Another important surgical technique is cement distribution. Too much cement or uneven distribution can lead to problems. Damage to the bone can result in fracture. Newer implants are cementless. In the case of the acetabular component, the liner is press-fit into the space without any potentially damaging adhesives (glues or cements). X-rays are used to confirm the position and fit of the acetabular implant.
Much of the research has focused on the effects of metal (cobalt-chromium) alloys. Wear patterns and exposure to tiny metal ions that flake off and enter the blood or urine have been studied in cadavers (joints preserved for study) and in live patients. It appears that acetabular cup angle makes a difference in the amount of metal measured in blood levels.

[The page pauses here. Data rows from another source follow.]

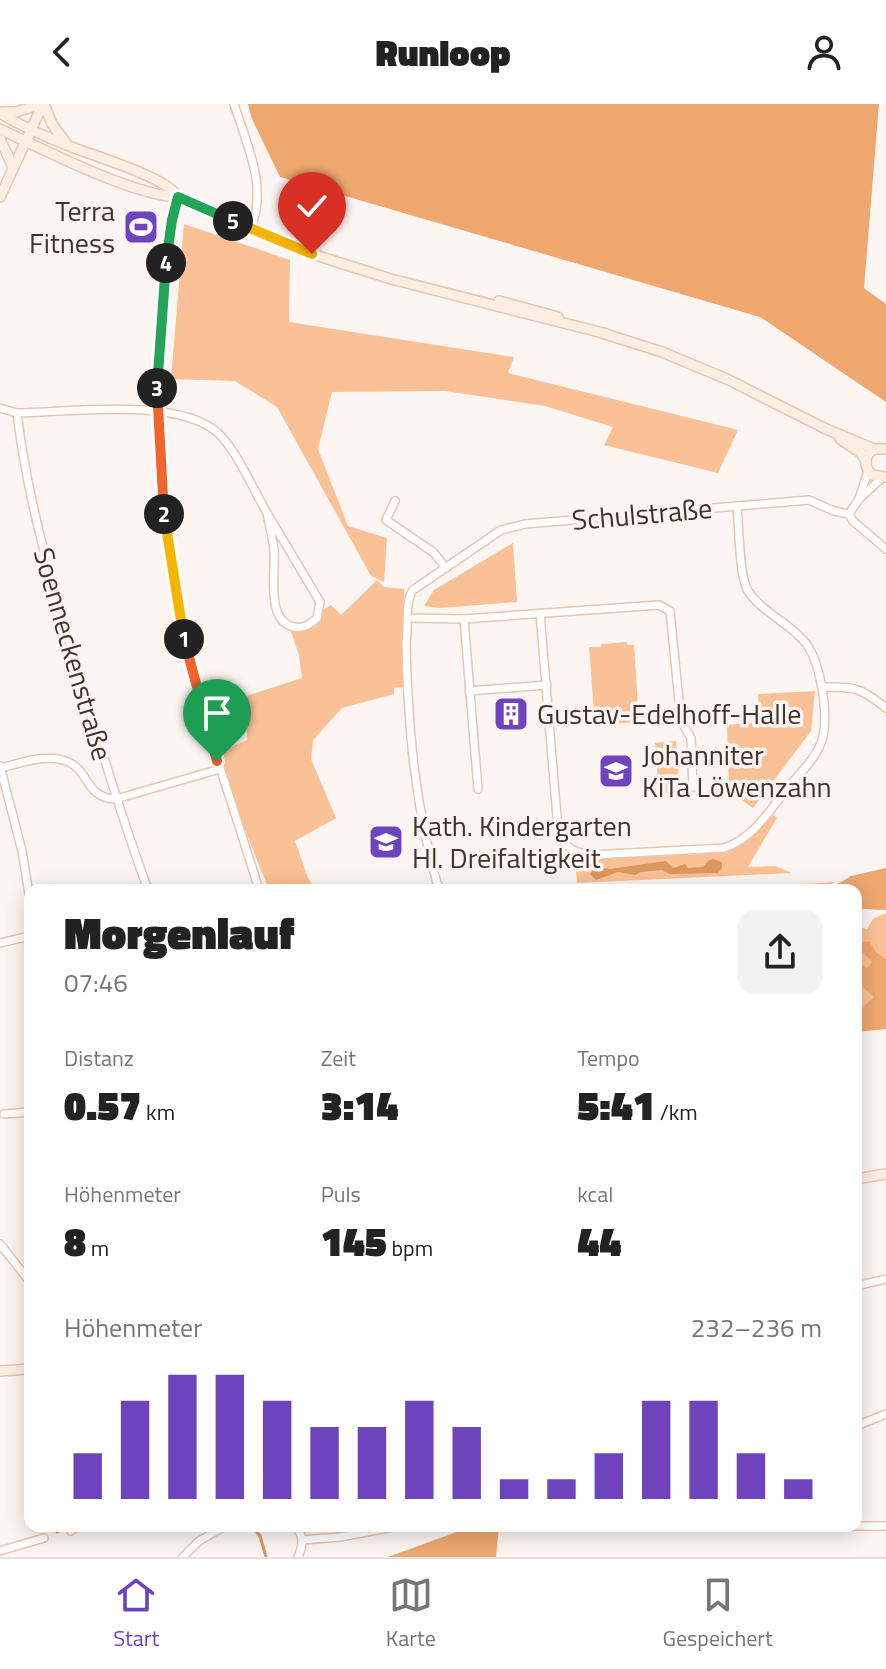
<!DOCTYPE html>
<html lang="de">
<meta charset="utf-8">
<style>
:root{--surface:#fff;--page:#f2f2f2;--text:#222;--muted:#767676;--line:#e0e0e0;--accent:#6e44bd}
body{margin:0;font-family:"Titillium Web",sans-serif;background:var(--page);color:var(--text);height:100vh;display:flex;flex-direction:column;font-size:30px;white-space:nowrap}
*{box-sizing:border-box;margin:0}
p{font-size:26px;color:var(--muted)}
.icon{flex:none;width:44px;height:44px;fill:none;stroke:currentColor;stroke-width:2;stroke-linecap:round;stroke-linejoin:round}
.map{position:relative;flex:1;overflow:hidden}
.panel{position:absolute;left:24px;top:780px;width:838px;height:648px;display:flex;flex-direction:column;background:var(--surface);border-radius:16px;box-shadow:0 4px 20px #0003}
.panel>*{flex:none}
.pin{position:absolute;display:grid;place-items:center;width:68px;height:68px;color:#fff;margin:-82px -34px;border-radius:50% 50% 50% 0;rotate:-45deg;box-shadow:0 0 8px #0007}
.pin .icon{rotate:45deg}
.km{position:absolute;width:40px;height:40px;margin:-20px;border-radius:50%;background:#222;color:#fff;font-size:22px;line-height:40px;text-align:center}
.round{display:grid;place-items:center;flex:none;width:84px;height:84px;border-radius:16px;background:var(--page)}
.head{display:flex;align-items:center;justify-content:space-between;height:136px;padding:0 40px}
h1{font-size:44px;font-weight:800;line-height:60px}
.stats{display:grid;grid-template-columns:repeat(3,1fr);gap:12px;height:136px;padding:8px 40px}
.stats div{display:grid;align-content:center}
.stats b{font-size:40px;font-weight:800}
.stats small{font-size:22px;font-weight:400}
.stats p{font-size:22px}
.chart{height:224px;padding:16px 40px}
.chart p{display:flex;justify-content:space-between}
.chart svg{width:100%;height:144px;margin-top:8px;stroke:var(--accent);stroke-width:6}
header{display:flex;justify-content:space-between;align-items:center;height:104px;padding:0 40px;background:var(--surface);font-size:36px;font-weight:800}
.dock{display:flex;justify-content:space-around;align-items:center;height:112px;border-top:2px solid var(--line);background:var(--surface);font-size:22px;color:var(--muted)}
.dock a{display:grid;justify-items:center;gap:4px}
.dock .current{color:var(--accent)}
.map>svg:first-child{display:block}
.green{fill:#fac196}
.forest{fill:#eea76f}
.water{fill:#dc965f}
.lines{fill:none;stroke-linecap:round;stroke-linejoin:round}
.stream{stroke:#dc965f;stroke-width:3}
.minor-casing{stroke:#e6c7b0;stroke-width:10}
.secondary-casing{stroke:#e6c7b0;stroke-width:12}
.minor{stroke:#fff;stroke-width:7}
.secondary{stroke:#fceee3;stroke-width:9}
.split-1-casing{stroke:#fff;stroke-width:16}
.split-2-casing{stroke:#fff;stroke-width:16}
.split-3-casing{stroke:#fff;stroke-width:16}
.split-4-casing{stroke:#fff;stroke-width:16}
.split-5-casing{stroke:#fff;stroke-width:16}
.split-6-casing{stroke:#fff;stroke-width:16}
.split-1{stroke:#f0652b;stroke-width:10}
.split-2{stroke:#f5b400;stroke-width:10}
.split-3{stroke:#f0652b;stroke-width:10}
.split-4{stroke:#22a559;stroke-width:10}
.split-5{stroke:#22a559;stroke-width:10}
.split-6{stroke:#f5b400;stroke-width:10}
.labels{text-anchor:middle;stroke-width:7;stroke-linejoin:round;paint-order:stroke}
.poi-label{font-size:28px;fill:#3f332a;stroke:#fcf5f1;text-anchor:start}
.street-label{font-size:28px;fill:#3f332a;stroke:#fcf5f1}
</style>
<header><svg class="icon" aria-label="back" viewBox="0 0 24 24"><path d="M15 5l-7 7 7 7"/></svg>Runloop<svg class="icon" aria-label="person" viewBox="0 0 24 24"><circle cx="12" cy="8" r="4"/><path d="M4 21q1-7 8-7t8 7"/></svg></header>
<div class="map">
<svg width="886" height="1453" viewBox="0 0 886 1453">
<rect width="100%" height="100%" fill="#fcf5f1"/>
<g class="green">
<polygon points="184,120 290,156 289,218 514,253 508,269 738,326 718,369 604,341 613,323 545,302 445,287 332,288 318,345 348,422 387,434 384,478 371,472 277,303 235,277 171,275"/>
<polygon points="513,439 517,498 440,504 424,502 434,486"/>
<polygon points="377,476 384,483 404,485 404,506 407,516 405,583 394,584 394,590 342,604 313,636 311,655 336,714 295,737 308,774 316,786 269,786 227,681 217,649 247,636 246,592 302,574 299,551 291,528 316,522 320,515 321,507 331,501 341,511"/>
<polygon points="627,538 627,541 634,541 639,618 595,621 589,543 601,543 602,540"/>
<polygon points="815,587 811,627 753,704 729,687 727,621 759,618 758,590"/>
<polygon points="676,637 680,688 659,690 655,639"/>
<path d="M771,709L777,714L748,763L775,762L792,769L577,779L575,751L719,741C747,735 753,731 771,709Z"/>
<polygon points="835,778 821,786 788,786 788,781"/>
<polygon points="886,809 886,855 876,848 863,849 873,858 867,865 856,857 856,822 867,825 873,815"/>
<polygon points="856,877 873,893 856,910"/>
</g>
<g class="forest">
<polygon points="248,0 879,0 864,184 886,200 886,298 760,213 280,73 252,15"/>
<polygon points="886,764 886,806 863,805 856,809 856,786 828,786 851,772"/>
<polygon points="869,837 876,848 886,855 886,925 856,928 856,910 873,893 856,877 856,857 867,864 872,858 863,849 859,839"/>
<polygon points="473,1422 499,1422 496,1453 388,1453"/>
</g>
<polygon class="water" points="713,755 722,758 722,764 718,769 670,770 662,766 641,768 635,771 618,768 596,776 590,770 595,763 610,765 666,757 673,764 685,760 688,764 703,763 708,757"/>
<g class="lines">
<g class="stream">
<polyline points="252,1422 260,1432 266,1453"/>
<polyline points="57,1428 67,1422"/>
</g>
<defs>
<g id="minor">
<path d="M234,0C246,38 269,85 250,125"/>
<path d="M178,93C165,140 162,190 160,238C154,340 162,447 186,547C206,628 235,706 259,786"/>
<path d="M0,304L17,309C71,308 178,293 218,329C237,347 253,385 267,409"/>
<path d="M17,309C27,393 50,472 74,553C97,631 120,709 148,786"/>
<polyline points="859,395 868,367"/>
<polyline points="395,397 386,416 433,448 446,464"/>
<path d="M267,409L320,498L317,514C310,521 303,525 294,523C265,517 276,467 274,447C273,434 269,421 267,409Z"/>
<polyline points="849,410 853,417 886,445"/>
<polyline points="849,410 859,395 882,374"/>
<path d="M540,509L558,725C564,744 572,748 592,751L724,744C753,734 768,709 786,686C797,672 817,654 822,636C829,611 821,555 803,536C787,518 761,507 748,487C739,473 739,420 737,402"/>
<polyline points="409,514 464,515 659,501 670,507 681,617 691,634 693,683"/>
<polyline points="464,515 478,685"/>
<path d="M822,583C855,583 860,583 886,604"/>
<polyline points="469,587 547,581"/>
<polyline points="0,662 22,747 30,796"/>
<path d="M0,664C18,660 44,650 63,656C91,664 83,694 116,695L220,665"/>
<path d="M439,786C415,705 408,623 406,539C409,522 404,500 413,486L501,426L525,420L809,396L834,407L849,410"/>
<polyline points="0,839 30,832"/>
<polyline points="4,1010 30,1008"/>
<polyline points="0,1140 30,1178"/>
<polyline points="856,1182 886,1175"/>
<polyline points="856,1322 886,1310"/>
<path d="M293,1422C305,1429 303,1442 298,1453"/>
<polyline points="825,1422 886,1422"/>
<polyline points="71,1427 78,1422"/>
<polyline points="302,1436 340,1433 399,1422"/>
<polyline points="0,1447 44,1434"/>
<polyline points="183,1453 199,1437 225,1422"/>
</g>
<g id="secondary">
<polyline points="44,0 52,20 66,39"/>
<polyline points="2,8 16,8 41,0"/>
<path d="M0,9C21,22 44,32 67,41C92,52 166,72 178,93"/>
<path d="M0,25C45,46 131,91 178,93L276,137L312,150L391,175L607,230"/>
<polyline points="0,35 13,63"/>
<polyline points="0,93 43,0"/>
<polyline points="499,197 558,213"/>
<polyline points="602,229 662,248 729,276 824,324 874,345"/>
<polyline points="840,335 861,349 866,357"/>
<path d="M886,345H874C863,352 864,363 872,371L886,373"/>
<polyline points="856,1075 886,1070"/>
<polyline points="0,1267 30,1265"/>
</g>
</defs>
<use href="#minor" class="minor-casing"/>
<use href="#secondary" class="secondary-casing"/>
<use href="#minor" class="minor"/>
<use href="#secondary" class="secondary"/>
</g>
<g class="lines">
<defs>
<polyline id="split-1" points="184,535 217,657"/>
<polyline id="split-2" points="164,410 184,535"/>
<polyline id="split-3" points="157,284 164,410"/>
<polyline id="split-4" points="157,284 166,159"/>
<polyline id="split-5" points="166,159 172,116 178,93 233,117"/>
<polyline id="split-6" points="233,117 312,150"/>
</defs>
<use href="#split-1" class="split-1-casing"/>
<use href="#split-2" class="split-2-casing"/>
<use href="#split-3" class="split-3-casing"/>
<use href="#split-4" class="split-4-casing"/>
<use href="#split-5" class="split-5-casing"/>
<use href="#split-6" class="split-6-casing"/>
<use href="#split-1" class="split-1"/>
<use href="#split-2" class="split-2"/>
<use href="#split-3" class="split-3"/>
<use href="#split-4" class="split-4"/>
<use href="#split-5" class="split-5"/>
<use href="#split-6" class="split-6"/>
</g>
<defs>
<symbol id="stadium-square" viewBox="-11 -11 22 22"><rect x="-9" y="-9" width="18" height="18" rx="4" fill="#6e44bd" stroke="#fcf5f1"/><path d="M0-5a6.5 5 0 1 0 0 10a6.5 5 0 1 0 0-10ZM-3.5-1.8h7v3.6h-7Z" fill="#fff"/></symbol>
<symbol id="building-square" viewBox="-11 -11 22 22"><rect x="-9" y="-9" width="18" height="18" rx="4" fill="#6e44bd" stroke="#fcf5f1"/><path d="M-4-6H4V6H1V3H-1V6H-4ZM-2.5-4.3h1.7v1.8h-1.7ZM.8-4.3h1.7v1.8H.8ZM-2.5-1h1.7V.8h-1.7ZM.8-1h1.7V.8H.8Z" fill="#fff"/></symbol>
<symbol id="school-square" viewBox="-11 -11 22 22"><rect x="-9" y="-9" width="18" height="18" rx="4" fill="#6e44bd" stroke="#fcf5f1"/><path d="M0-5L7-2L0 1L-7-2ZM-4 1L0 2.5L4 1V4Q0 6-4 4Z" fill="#fff"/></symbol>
</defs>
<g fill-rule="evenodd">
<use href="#stadium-square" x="121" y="103" width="40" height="40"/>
<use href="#building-square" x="491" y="590" width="40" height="40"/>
<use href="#school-square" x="596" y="647" width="40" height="40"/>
<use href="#school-square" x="366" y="718" width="40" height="40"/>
</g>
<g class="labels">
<g class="poi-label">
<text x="115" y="117" text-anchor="end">Terra<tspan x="115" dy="32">Fitness</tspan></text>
<text x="537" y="620">Gustav-Edelhoff-Halle</text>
<text x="642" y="661">Johanniter<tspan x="642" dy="32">KiTa Löwenzahn</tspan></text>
<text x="412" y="732">Kath. Kindergarten<tspan x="412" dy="32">Hl. Dreifaltigkeit</tspan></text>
</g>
<g class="street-label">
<text transform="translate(642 410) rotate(-5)" y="10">Schulstraße</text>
<text transform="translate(73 550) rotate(74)" y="10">Soenneckenstraße</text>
</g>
</g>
</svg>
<div class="pin" style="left:217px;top:657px;background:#1e9e55"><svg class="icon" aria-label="arrive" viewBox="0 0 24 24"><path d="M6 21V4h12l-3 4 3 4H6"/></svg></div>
<div class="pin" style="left:312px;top:150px;background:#d93025"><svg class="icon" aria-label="check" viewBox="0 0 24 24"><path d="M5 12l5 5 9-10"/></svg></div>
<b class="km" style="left:184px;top:535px">1</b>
<b class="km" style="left:164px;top:410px">2</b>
<b class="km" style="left:157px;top:284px">3</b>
<b class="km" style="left:166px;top:159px">4</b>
<b class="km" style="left:233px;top:117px">5</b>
<section class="panel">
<div class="head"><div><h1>Morgenlauf</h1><p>07:46</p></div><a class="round"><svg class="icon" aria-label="share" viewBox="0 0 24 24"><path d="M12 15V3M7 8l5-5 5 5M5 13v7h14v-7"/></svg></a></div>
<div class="stats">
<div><p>Distanz</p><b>0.57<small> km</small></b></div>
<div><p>Zeit</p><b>3:14</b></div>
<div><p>Tempo</p><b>5:41<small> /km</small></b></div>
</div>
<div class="stats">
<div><p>Höhenmeter</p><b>8<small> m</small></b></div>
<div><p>Puls</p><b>145<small> bpm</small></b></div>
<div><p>kcal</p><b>44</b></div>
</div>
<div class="chart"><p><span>Höhenmeter</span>232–236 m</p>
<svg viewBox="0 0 160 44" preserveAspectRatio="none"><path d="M5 44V30M15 44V14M25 44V6M35 44V6M45 44V14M55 44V22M65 44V22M75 44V14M85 44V22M95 44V38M105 44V38M115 44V30M125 44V14M135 44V14M145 44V30M155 44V38"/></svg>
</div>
</section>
</div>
<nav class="dock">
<a class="current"><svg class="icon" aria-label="home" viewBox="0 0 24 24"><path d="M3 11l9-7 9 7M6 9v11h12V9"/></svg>Start</a>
<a><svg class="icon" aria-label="map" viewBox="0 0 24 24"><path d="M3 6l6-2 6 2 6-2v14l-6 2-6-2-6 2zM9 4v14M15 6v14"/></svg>Karte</a>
<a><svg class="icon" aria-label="saved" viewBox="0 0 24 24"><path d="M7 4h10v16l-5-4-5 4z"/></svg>Gespeichert</a>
</nav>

The resurfacing procedure isn’t perfect yet. The number of femoral fractures is down but sometimes revision procedures are needed. Defects in the bone, excess wear, or loosening of the implant may lead to a second operation. Usually, the joint is converted to a total hip replacement.
For now, the resurfacing technique is considered an alternative (not a replacement) for the total joint procedure. It may save bone and make it possible not only to remain active but also to convert to a total hip replacement years later (if needed).
As surgeons continue to refine the technique and manufacturers improve the implants, hip resurfacing will have improved outcomes. There will be fewer complications. More patients will qualify for this type of surgery.
Technology will also aid in improving the results of this procedure. Advanced CT navigation methods will allow surgeons to reduce errors and improve accuracy of implant placement. And future materials using ceramics and polymers may be developed to reduce internal toxicity to patients.
Many more studies are needed to analyze the effect of resurfacing on motion, activity level, and function. Future studies comparing resurfacing to standard joint replacement has some merit. But the authors suggest one approach may not be superior to the other. They each offer a treatment option to specific (different) patient groups.